I came into football awareness in the late 70s and early 80s in Sacramento, California. The choice in football lay between the Raiders and 49ers, and for reasons I can’t fully explain I chose to love the Raiders and hate the Niners. This persisted in spite of the Raiders move to Los Angeles; by that time I identified closely enough with the team that I hated those who hated it. This meant, of course, that I developed a healthy lack of respect for the NFL and for establishment sports media at an early age.

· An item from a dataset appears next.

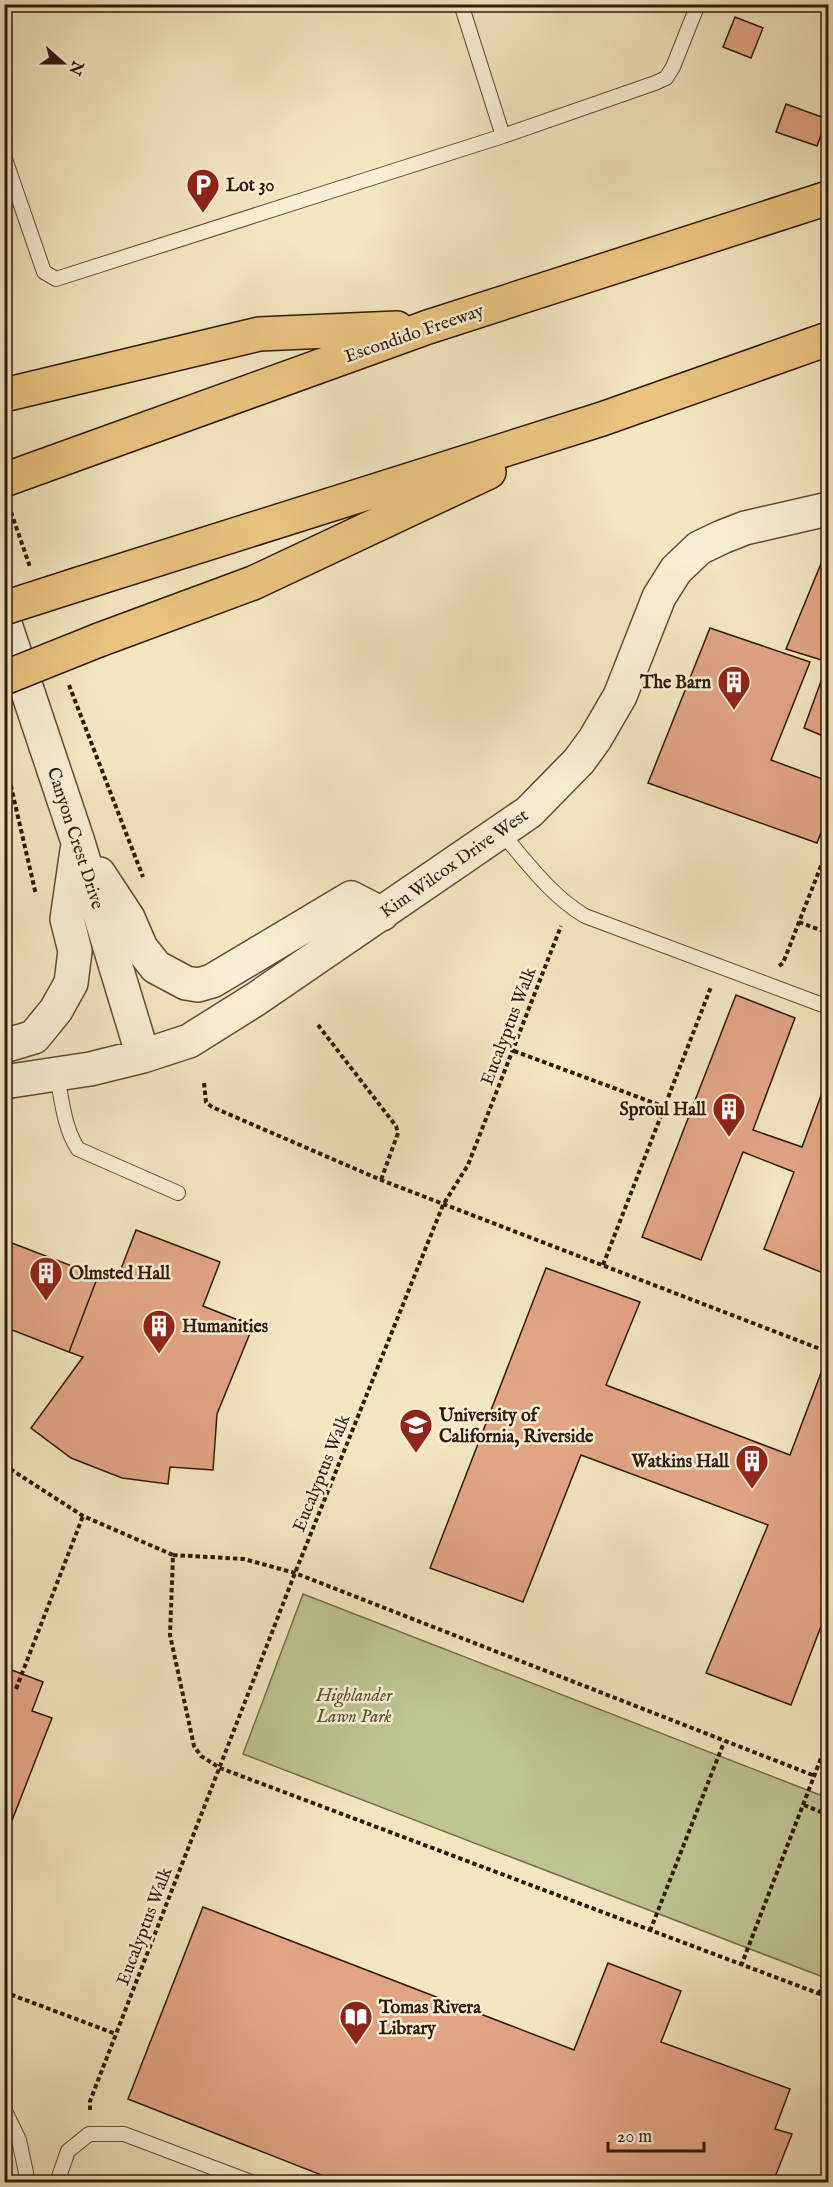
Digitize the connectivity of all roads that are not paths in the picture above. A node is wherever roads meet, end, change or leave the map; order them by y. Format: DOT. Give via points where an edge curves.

I don’t know much about Davis’ political leanings, although apparently his father was a Taft Republican. The Raiders donated more money to the Democratic Party than the Republican, but this would not be unusual for a team that bounced between Los Angeles and Oakland. Davis did hire the first Latino head coach, and the first black head coach of the modern era. Davis had a reputation for generosity with his players, although this doesn’t mean that he supported any structural efforts on their behalf. Indeed, Davis understood his relationship with the players in personal terms, supporting Howie Long’s devastating decision to cross the picket lines in the 1987 strike. And of course, Davis knew how to hate.
What to say about Davis and Marcus Allen? Davis lost faith in Allen on November 30, 1986, when Allen fumbled in overtime on what should have been the winning drive against the Philadelphia Eagles. The Raiders were 8-4 at the time, but they lost the last four games of the season, including an awful 37-0 defeat at the hands of the Seahawks. It was twenty-four years ago, but I swear I remember the fumble like yesterday; I was crushed in the way that only a 13 year can be crushed. It was very, very easy for me to blame the Raiders’ collapse on Allen, and so on some level I understood Davis’ reluctance to rely on Allen. But then, I was 13 year old; Davis was fifty-eight, and should have known better.
But… The Raiders drafted Bo Jackson in part because of Davis’ skepticism about Marcus Allen, and it turned out that hey, Bo Jackson was actually better than Marcus Allen. Jackson didn’t become a Raider by accident; he was precisely the kind of player that Davis was interested in, and the Raiders targeted him because of the feud. The Jackson-Allen 1-2 punch almost made up for the fact that the Raiders were trying to put together an elite team with helmed by Jay Schroeder, although this was itself a result of Davis’ weird attitude about Steve Beuerlein.
As I understand it, Davis’ player acquisition strategy was guided by an emphasis on athletic ability over demonstrated football skills. The Raiders thus aimed for players of outstanding physical ability, without specifically trying to fill holes in the offense or defense. As a strategy, this seems to have made sense for the first two and half decades of the Raiders existence, and less so afterward. I don’t think that this is accidental; as the NFL (and the NCAA) matured in terms of physical training and scouting, it became harder to find “athletes” who were undervalued because of their lack of skills. This is to say that NFL teams began to appropriately correct for lack of skill in their acquisition, just as the gap covering raw athletic ability narrowed. By the 1990s, the Raiders were drafting players like Ricky Dudley, who had Hall of Fame caliber athletic ability but who couldn’t catch the ball. Under Davis’ influence, the Raiders were never able to update this acquisition strategy.
That said, the thing I hold most against Davis is a departure from the focus on athletic ability, which was the drafting of Todd Marinovich. Not much serious thought seems to have gone into this, beyond the notion that Marinovich was somehow undervalued because of his attitude. Turned out that Marinovich just sucked, and that he didn’t even fit into the Raiders offensive scheme. If there’s one thing I can’t forgive, it’s that Al Davis made me believe in Todd.
Nevertheless, he was a remarkable individual, and football would have been poorer without him.